═══ EXERCISE DATA ═══
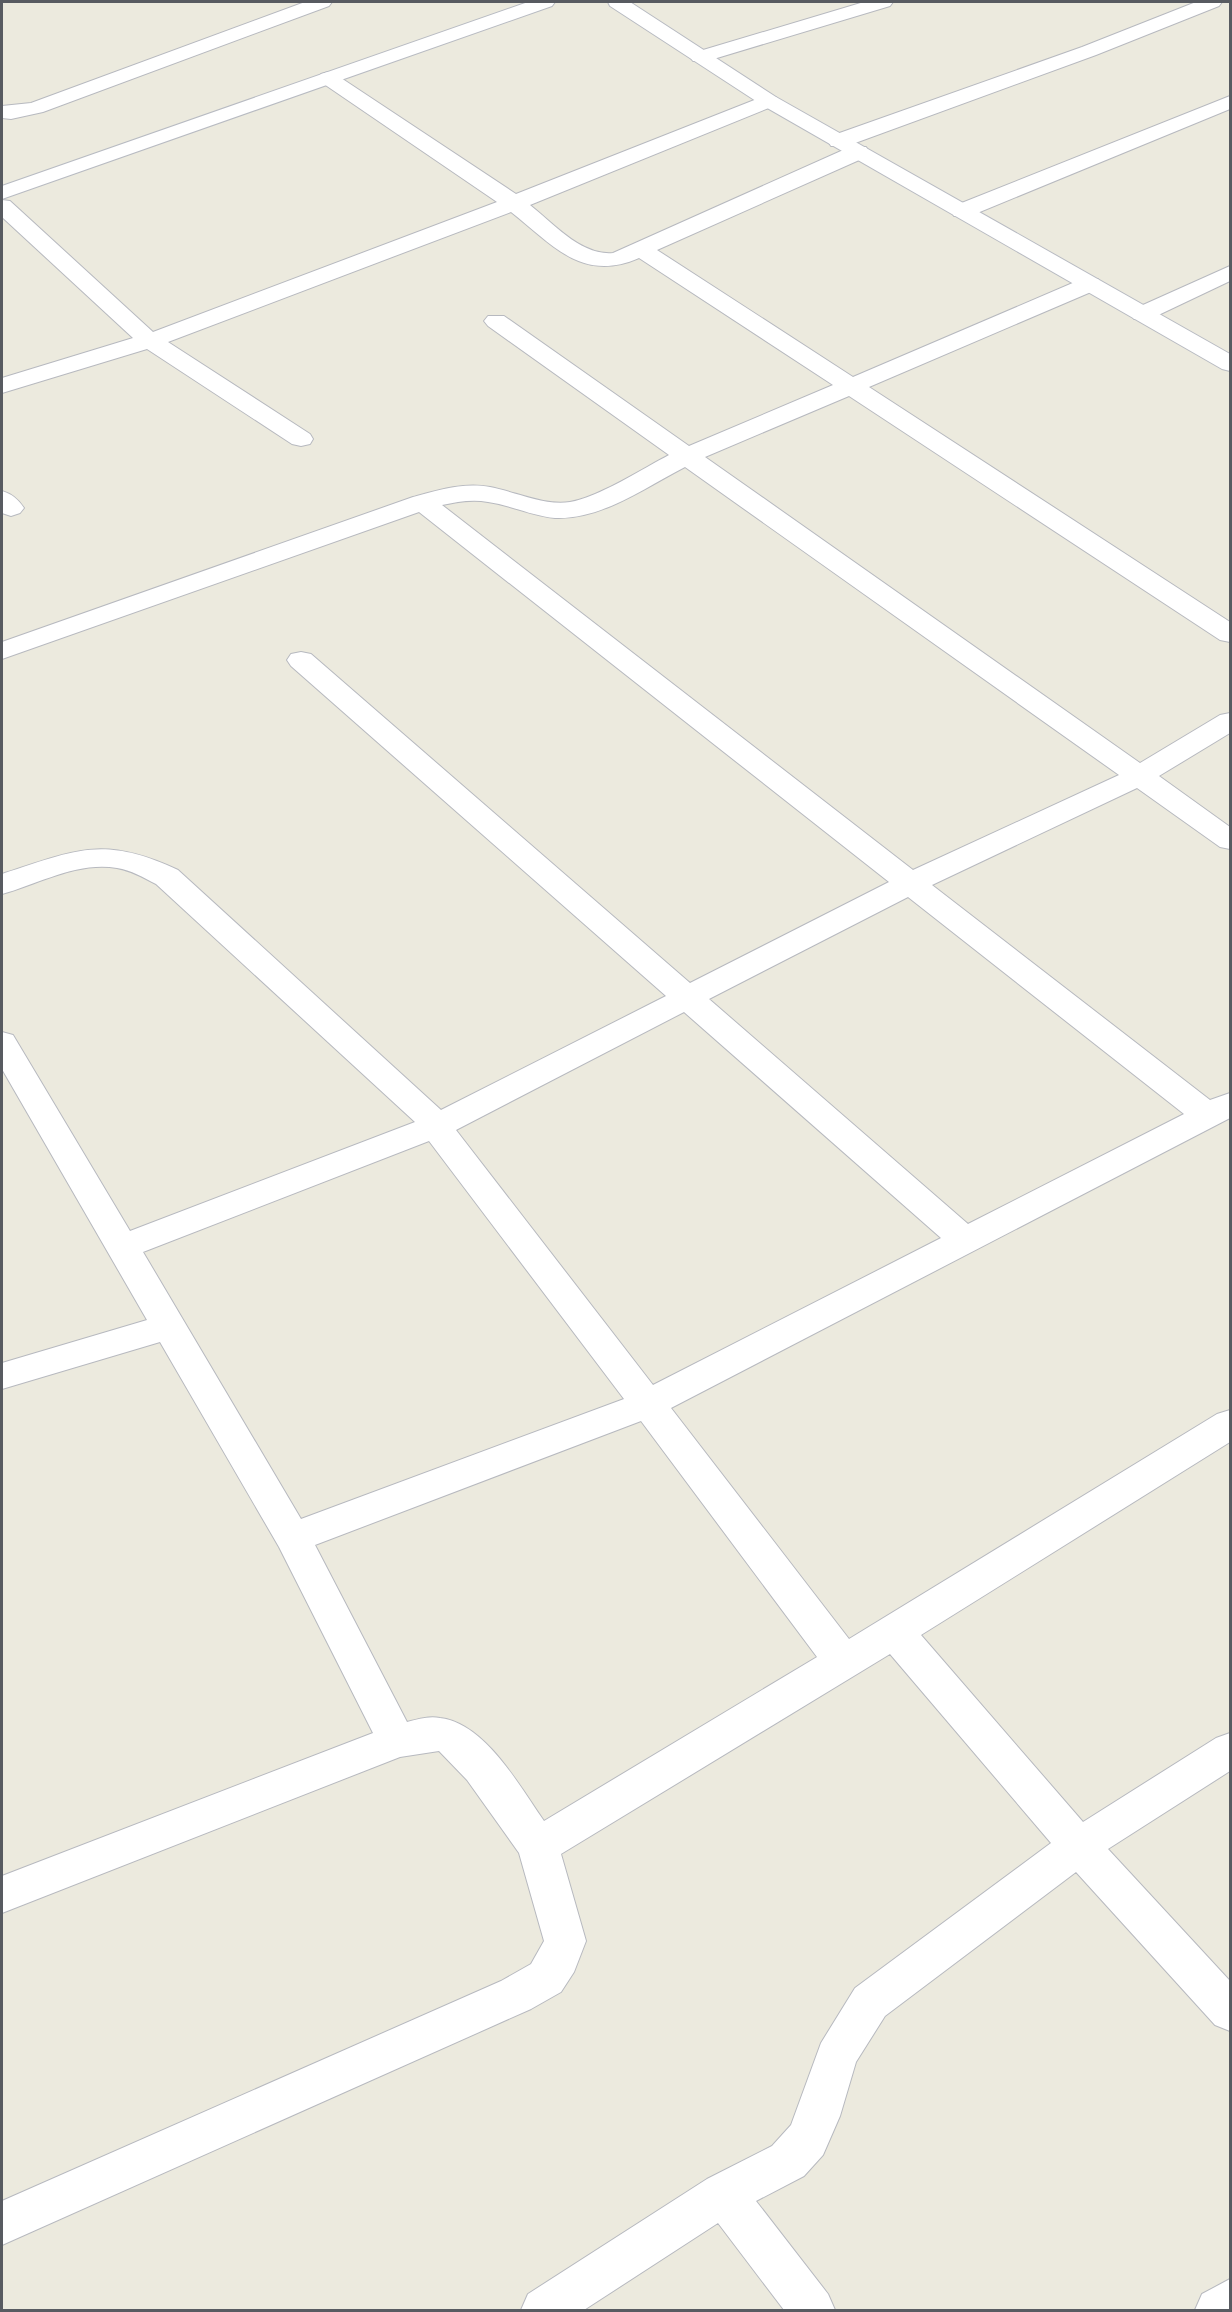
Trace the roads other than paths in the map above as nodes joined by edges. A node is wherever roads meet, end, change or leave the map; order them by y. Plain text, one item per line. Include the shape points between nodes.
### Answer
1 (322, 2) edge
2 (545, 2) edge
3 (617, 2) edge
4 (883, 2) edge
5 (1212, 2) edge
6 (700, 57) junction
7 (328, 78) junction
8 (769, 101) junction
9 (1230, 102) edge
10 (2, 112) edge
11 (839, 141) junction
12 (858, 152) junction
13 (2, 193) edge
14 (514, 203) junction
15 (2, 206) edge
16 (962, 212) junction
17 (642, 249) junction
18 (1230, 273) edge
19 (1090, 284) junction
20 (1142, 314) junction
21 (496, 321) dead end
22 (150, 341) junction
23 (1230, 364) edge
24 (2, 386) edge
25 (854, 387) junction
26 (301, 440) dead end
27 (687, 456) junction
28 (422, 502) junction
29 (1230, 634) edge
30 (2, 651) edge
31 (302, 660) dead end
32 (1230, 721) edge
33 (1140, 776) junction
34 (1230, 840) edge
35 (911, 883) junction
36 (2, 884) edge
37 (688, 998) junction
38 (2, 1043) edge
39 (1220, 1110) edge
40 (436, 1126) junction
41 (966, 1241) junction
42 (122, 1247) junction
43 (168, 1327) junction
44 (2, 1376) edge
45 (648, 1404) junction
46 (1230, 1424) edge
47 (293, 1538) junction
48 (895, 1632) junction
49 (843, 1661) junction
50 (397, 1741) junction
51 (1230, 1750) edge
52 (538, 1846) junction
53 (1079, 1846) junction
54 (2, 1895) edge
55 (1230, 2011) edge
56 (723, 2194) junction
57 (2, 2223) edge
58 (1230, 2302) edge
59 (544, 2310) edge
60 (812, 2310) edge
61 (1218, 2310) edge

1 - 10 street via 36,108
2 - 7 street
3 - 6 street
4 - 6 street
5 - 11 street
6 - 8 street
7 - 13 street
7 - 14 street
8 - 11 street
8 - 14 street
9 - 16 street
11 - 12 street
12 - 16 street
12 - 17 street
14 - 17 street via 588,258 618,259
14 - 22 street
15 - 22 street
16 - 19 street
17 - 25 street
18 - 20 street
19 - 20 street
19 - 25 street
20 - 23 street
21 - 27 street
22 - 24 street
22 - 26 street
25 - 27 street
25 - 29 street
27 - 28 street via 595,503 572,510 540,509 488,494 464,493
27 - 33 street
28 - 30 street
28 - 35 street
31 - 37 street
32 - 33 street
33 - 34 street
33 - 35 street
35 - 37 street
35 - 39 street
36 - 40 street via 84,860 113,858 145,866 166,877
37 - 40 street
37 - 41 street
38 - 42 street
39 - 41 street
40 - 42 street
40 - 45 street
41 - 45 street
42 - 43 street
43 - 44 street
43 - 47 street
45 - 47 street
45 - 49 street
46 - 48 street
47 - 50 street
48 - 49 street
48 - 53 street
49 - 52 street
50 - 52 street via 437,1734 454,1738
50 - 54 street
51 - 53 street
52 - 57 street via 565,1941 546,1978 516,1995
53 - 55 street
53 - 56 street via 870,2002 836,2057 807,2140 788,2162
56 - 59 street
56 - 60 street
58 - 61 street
═══
═══ EXERCISE DATA ═══
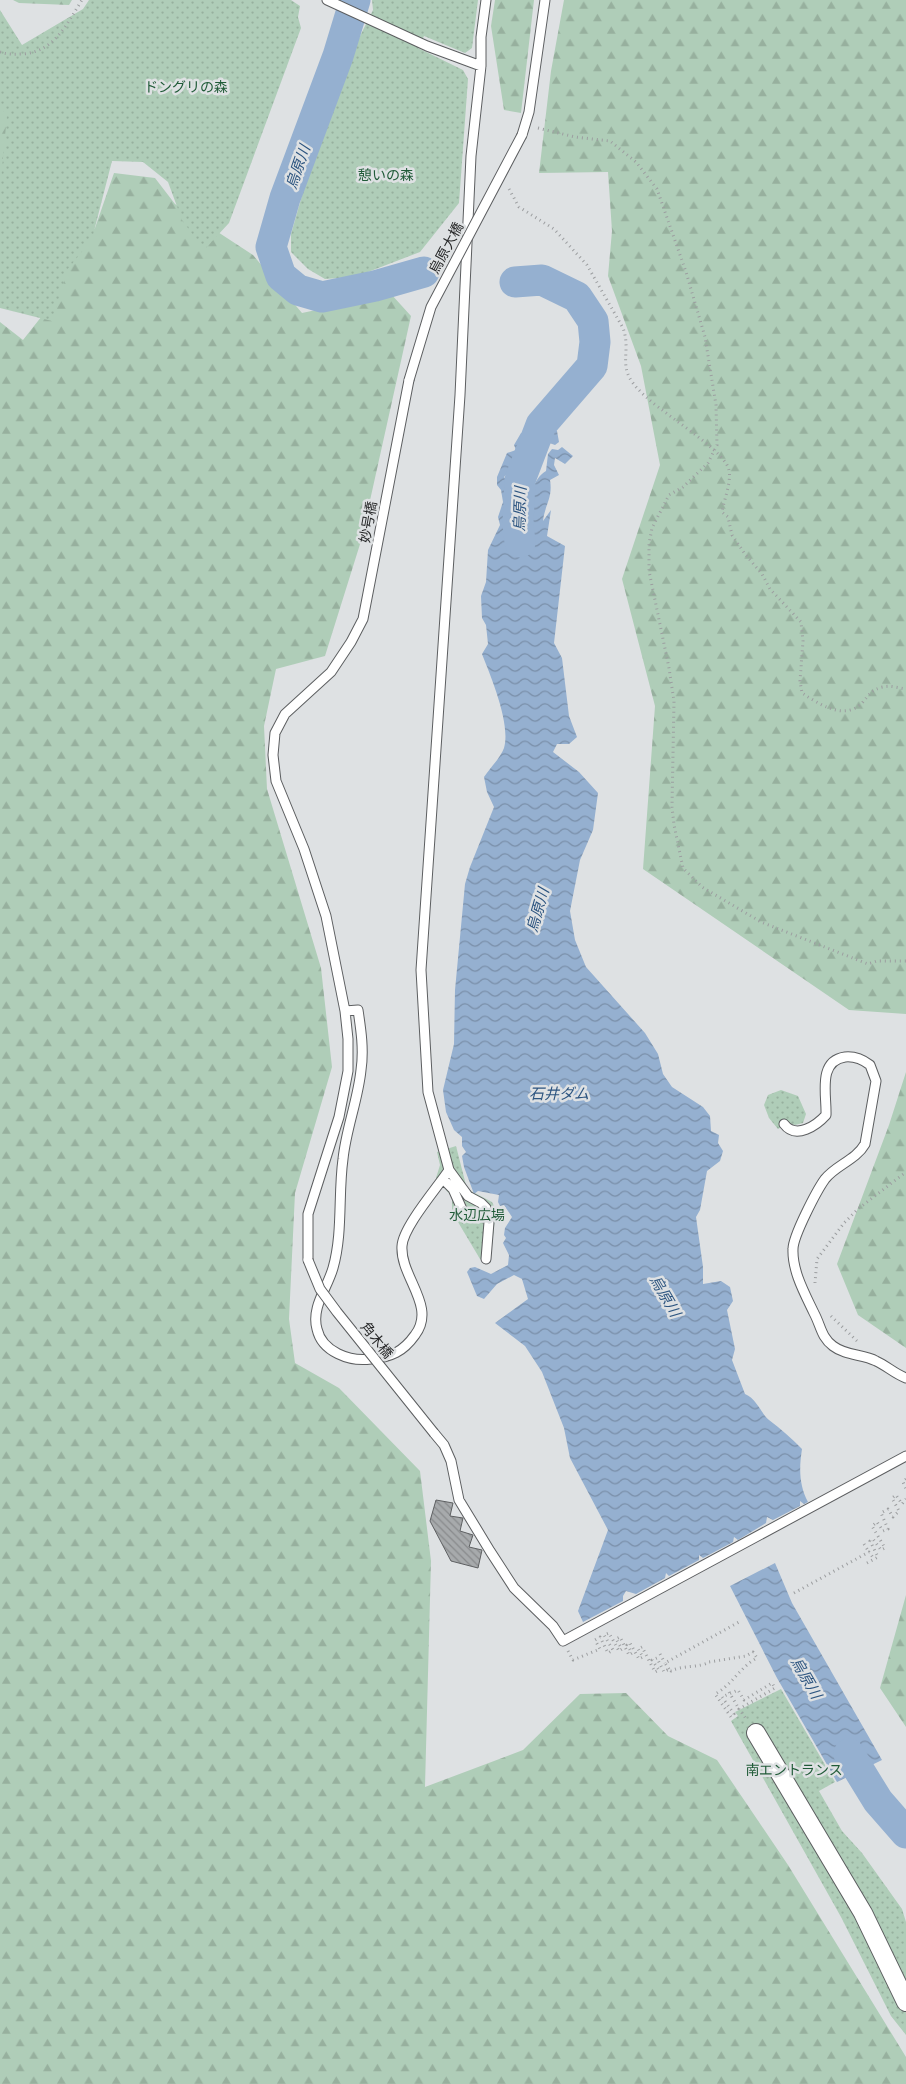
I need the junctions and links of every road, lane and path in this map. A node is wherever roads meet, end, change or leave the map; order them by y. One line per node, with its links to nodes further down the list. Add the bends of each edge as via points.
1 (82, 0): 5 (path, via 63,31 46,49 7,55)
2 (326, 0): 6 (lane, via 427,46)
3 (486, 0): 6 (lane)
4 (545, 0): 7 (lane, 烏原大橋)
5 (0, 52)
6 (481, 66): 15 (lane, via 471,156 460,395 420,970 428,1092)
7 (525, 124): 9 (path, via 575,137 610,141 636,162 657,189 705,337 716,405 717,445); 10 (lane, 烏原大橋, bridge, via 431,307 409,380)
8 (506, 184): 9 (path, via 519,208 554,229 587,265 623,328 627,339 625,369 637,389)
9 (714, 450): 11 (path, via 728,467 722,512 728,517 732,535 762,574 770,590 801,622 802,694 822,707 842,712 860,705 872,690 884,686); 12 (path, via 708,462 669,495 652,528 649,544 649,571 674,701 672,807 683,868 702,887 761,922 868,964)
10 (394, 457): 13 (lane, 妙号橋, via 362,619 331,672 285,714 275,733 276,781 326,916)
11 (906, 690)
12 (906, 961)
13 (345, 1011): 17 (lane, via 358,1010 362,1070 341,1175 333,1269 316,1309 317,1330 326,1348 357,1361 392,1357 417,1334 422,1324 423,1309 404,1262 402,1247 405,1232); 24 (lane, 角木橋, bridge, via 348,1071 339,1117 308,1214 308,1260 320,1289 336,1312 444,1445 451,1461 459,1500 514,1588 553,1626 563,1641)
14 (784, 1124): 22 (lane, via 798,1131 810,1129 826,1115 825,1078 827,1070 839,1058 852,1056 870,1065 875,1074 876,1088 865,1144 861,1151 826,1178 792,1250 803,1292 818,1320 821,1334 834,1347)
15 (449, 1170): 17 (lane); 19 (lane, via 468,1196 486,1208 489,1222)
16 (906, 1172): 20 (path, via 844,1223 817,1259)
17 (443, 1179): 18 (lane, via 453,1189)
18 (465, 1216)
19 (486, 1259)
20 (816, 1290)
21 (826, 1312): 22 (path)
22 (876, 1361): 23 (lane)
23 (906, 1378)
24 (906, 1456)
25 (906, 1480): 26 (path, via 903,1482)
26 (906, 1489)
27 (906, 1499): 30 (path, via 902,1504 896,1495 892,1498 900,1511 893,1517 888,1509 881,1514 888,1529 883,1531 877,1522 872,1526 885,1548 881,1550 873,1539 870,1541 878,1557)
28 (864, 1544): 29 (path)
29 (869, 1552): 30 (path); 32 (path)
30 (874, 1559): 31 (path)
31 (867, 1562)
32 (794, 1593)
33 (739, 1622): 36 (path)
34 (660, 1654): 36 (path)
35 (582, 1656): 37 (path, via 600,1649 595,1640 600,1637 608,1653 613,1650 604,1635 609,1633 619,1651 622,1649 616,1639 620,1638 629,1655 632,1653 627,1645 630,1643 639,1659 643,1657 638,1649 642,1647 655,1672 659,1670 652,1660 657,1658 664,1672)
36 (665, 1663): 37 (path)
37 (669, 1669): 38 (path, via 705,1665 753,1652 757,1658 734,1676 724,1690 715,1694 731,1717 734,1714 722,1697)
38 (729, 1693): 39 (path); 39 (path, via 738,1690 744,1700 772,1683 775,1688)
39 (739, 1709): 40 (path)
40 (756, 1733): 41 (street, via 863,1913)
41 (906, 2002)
═══
═══ EXERCISE DATA ═══
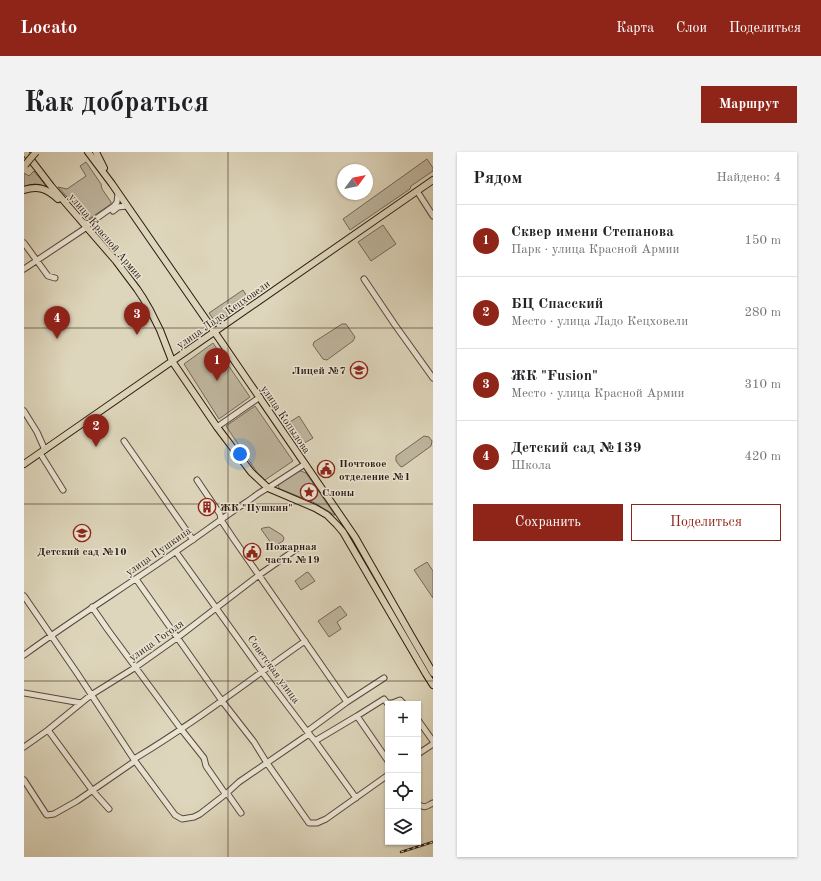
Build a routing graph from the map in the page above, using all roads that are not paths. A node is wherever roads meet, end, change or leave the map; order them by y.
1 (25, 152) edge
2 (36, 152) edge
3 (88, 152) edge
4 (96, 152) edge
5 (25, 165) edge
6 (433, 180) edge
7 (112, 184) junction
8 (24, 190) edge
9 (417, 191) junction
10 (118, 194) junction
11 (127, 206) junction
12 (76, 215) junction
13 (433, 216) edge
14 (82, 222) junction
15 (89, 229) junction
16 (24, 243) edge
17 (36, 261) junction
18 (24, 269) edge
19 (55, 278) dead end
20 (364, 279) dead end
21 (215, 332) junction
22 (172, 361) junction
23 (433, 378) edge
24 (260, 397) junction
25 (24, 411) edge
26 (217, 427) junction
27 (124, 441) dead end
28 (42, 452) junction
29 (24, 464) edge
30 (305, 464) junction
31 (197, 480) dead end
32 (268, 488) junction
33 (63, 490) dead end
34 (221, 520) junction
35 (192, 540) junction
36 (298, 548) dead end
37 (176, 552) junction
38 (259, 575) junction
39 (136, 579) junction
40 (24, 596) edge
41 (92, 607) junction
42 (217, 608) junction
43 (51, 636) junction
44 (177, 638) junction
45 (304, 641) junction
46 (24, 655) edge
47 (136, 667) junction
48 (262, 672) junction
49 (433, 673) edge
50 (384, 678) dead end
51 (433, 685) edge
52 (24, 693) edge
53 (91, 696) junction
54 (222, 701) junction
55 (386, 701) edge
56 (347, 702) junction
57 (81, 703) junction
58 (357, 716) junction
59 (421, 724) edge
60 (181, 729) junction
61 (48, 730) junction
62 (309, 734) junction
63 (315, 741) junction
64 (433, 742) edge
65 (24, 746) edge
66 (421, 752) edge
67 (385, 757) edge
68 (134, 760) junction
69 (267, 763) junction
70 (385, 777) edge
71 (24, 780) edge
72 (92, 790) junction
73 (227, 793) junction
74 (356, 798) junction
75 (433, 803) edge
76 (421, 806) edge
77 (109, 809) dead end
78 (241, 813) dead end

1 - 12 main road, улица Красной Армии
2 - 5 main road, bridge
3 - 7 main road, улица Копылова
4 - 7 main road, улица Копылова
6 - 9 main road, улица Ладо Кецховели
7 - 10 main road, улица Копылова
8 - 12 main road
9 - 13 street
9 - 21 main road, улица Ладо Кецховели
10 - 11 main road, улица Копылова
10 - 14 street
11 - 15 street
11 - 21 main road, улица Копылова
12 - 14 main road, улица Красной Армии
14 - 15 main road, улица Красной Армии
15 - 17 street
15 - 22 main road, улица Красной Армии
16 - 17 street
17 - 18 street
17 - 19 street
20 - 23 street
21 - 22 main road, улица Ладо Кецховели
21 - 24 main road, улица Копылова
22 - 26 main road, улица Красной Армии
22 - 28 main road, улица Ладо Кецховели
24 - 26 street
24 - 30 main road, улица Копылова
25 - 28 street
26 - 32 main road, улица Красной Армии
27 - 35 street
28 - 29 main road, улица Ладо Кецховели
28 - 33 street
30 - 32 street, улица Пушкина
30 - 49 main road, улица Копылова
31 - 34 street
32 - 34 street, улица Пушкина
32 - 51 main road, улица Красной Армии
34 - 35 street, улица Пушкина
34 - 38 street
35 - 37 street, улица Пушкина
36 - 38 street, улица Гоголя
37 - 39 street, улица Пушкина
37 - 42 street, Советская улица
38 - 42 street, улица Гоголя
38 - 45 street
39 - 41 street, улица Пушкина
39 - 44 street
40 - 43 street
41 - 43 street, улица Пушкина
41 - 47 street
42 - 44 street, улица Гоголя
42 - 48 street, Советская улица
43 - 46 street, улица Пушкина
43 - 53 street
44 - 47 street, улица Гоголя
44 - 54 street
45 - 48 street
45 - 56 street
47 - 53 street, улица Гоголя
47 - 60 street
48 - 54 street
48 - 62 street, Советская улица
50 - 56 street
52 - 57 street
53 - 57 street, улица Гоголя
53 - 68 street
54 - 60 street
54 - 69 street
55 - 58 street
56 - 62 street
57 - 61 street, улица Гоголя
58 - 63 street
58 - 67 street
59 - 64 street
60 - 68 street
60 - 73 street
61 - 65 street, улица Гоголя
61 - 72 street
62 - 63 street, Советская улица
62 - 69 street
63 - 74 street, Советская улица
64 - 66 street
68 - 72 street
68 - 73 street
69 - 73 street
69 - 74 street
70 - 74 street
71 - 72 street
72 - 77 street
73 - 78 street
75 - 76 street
═══
#### THE TASK
The expected answer is a copy of each line in the records that holds the word "烏原大橋".

#### EXERCISE RESULT
4 (545, 0): 7 (lane, 烏原大橋)
7 (525, 124): 9 (path, via 575,137 610,141 636,162 657,189 705,337 716,405 717,445); 10 (lane, 烏原大橋, bridge, via 431,307 409,380)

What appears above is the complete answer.